● **Your goal**
Every line with the string "points" in it belongs in your answer, so copy them all from the data.

● **Exercise input**
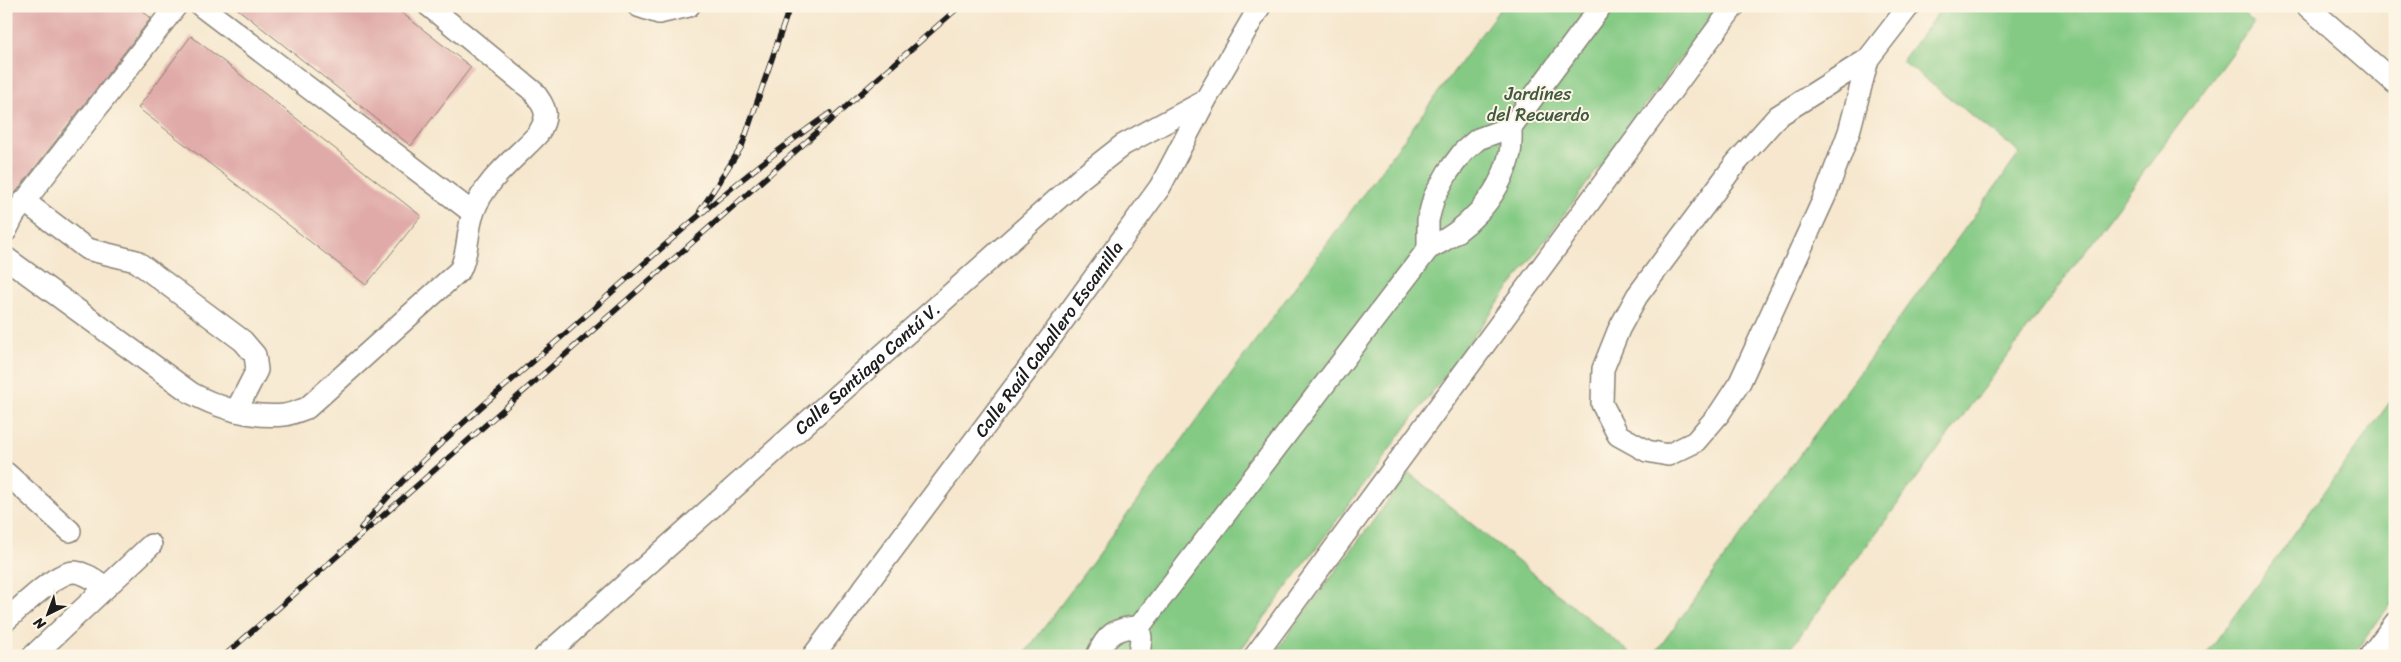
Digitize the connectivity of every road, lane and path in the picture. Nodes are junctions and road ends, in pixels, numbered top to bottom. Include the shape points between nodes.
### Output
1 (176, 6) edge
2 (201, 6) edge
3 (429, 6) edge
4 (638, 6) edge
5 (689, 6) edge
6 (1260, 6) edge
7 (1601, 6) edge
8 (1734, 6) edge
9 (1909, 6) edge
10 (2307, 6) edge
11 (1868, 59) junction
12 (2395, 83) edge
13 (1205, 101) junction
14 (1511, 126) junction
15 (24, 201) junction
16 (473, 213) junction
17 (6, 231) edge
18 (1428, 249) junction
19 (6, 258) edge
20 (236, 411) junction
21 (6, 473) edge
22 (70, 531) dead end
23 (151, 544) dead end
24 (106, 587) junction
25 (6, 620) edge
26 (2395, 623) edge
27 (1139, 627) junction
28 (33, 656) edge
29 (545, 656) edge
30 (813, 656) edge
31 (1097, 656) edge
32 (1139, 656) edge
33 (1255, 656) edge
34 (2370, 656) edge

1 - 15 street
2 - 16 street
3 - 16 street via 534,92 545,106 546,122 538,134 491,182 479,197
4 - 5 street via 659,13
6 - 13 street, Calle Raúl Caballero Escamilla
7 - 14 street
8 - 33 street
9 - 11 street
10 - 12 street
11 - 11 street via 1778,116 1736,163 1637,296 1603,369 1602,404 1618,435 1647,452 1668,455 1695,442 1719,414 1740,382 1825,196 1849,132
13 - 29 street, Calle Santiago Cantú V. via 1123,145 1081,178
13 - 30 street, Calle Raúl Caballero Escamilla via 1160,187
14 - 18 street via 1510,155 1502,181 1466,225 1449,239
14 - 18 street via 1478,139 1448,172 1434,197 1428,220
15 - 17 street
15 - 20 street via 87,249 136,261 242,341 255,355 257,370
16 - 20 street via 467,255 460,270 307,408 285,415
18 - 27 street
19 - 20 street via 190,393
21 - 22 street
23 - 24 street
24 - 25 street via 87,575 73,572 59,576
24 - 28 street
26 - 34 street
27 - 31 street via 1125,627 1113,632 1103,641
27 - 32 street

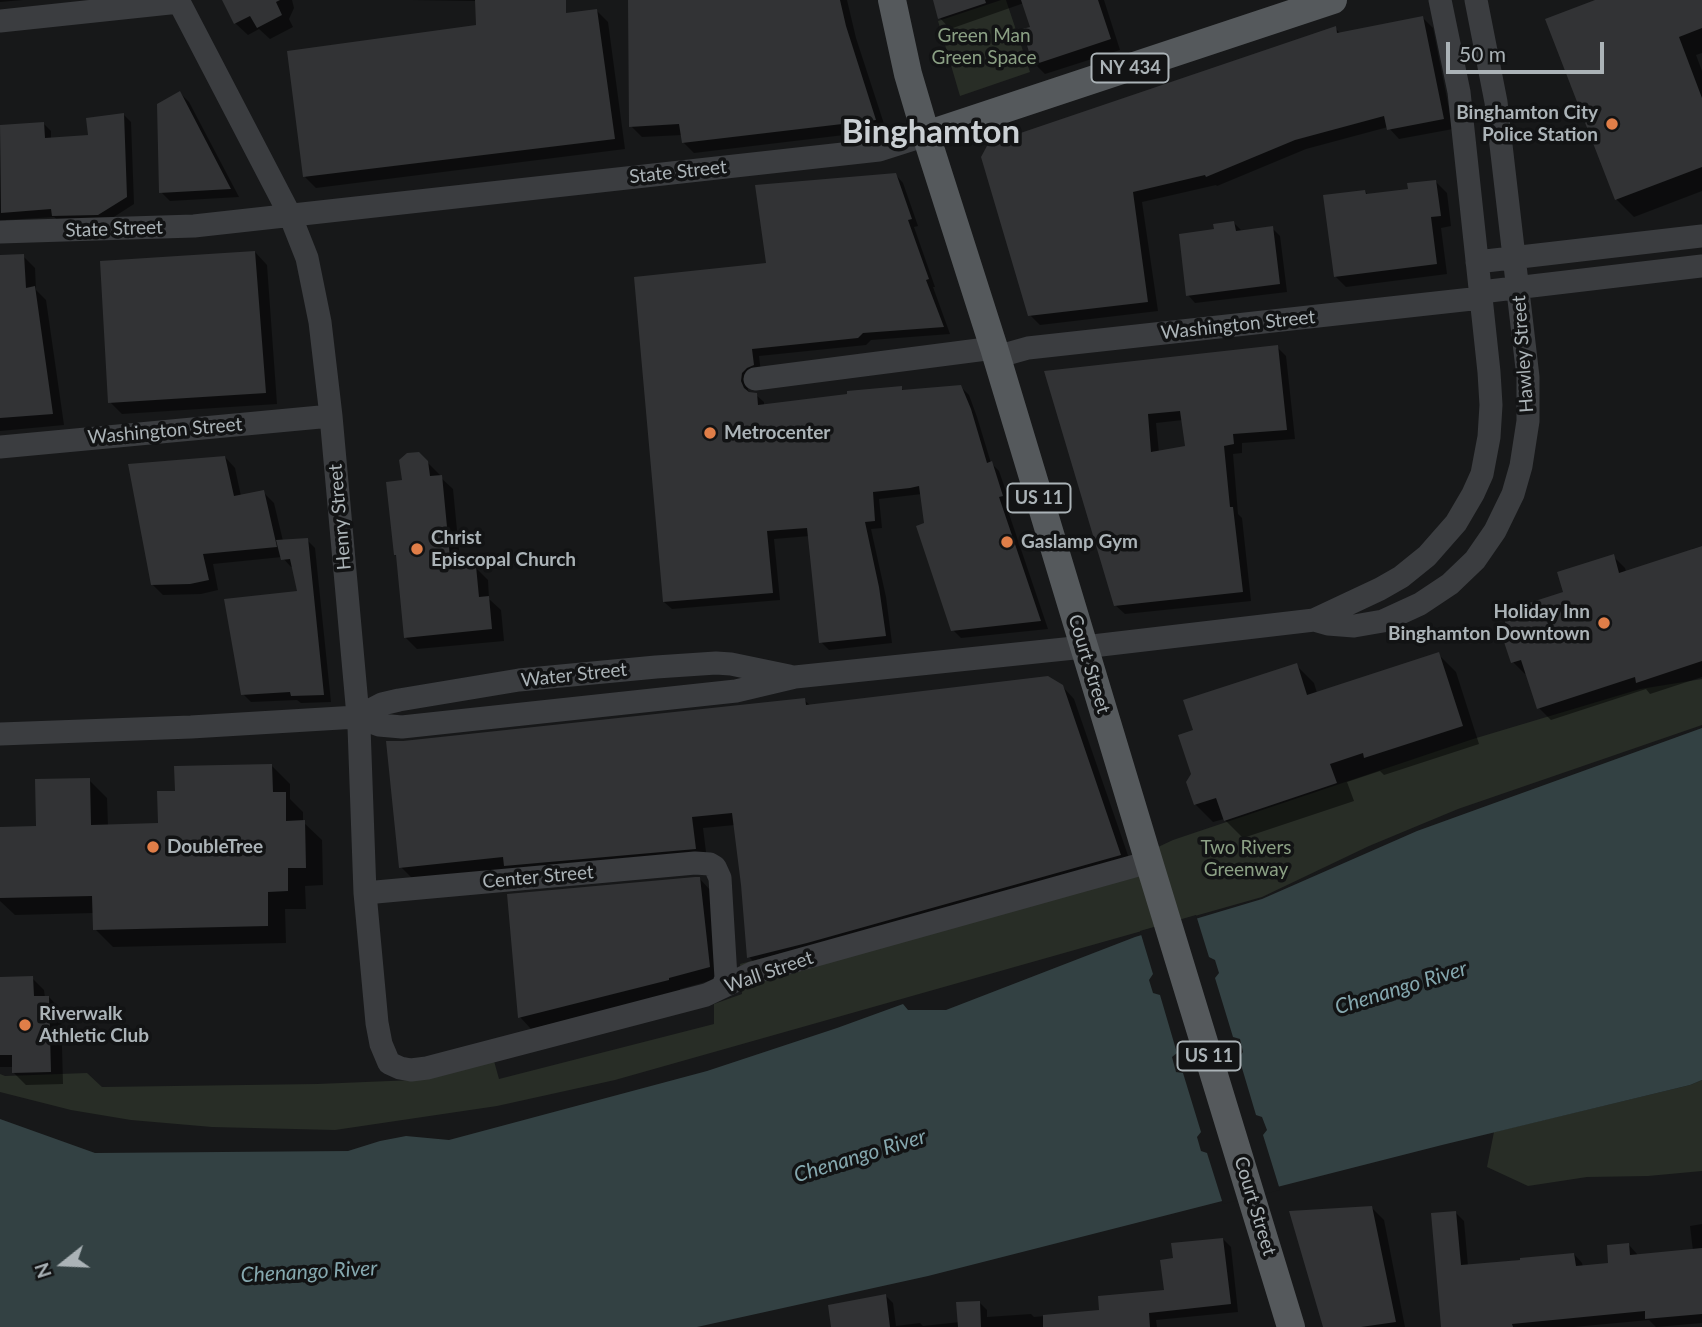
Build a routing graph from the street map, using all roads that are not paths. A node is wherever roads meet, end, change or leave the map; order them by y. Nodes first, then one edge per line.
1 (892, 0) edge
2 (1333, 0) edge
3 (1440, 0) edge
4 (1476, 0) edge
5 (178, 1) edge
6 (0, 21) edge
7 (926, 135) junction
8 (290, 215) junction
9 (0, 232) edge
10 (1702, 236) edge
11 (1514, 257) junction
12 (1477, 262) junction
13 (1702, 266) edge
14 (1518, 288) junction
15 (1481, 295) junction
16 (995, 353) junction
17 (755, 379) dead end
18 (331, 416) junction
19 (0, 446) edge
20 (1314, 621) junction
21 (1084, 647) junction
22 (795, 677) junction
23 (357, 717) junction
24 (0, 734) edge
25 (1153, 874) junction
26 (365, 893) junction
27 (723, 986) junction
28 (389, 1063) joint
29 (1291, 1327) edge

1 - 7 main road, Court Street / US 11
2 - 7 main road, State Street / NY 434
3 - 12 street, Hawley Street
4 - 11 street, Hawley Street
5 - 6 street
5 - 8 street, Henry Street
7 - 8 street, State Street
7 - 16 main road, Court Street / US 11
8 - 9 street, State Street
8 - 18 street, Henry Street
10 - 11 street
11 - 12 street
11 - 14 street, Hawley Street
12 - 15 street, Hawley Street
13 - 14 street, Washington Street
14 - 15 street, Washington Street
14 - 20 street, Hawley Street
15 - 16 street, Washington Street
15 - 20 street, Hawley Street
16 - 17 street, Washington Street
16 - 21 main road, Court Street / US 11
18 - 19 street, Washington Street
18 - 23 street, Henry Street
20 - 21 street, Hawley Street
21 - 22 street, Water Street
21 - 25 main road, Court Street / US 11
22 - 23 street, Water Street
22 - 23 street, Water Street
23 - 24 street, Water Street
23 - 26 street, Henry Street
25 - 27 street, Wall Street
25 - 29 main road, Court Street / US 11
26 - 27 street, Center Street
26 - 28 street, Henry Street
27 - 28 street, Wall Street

* * *

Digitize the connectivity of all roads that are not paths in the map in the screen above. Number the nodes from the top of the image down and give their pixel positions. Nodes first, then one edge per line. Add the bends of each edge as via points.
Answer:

● **Task answer**
Digitize the connectivity of every road, lane and path in the picture. Nodes are junctions and road ends, in pixels, numbered top to bottom. Include the shape points between nodes.
Digitize the connectivity of all roads that are not paths in the map in the screen above. Number the nodes from the top of the image down and give their pixel positions. Nodes first, then one edge per line. Add the bends of each edge as via points.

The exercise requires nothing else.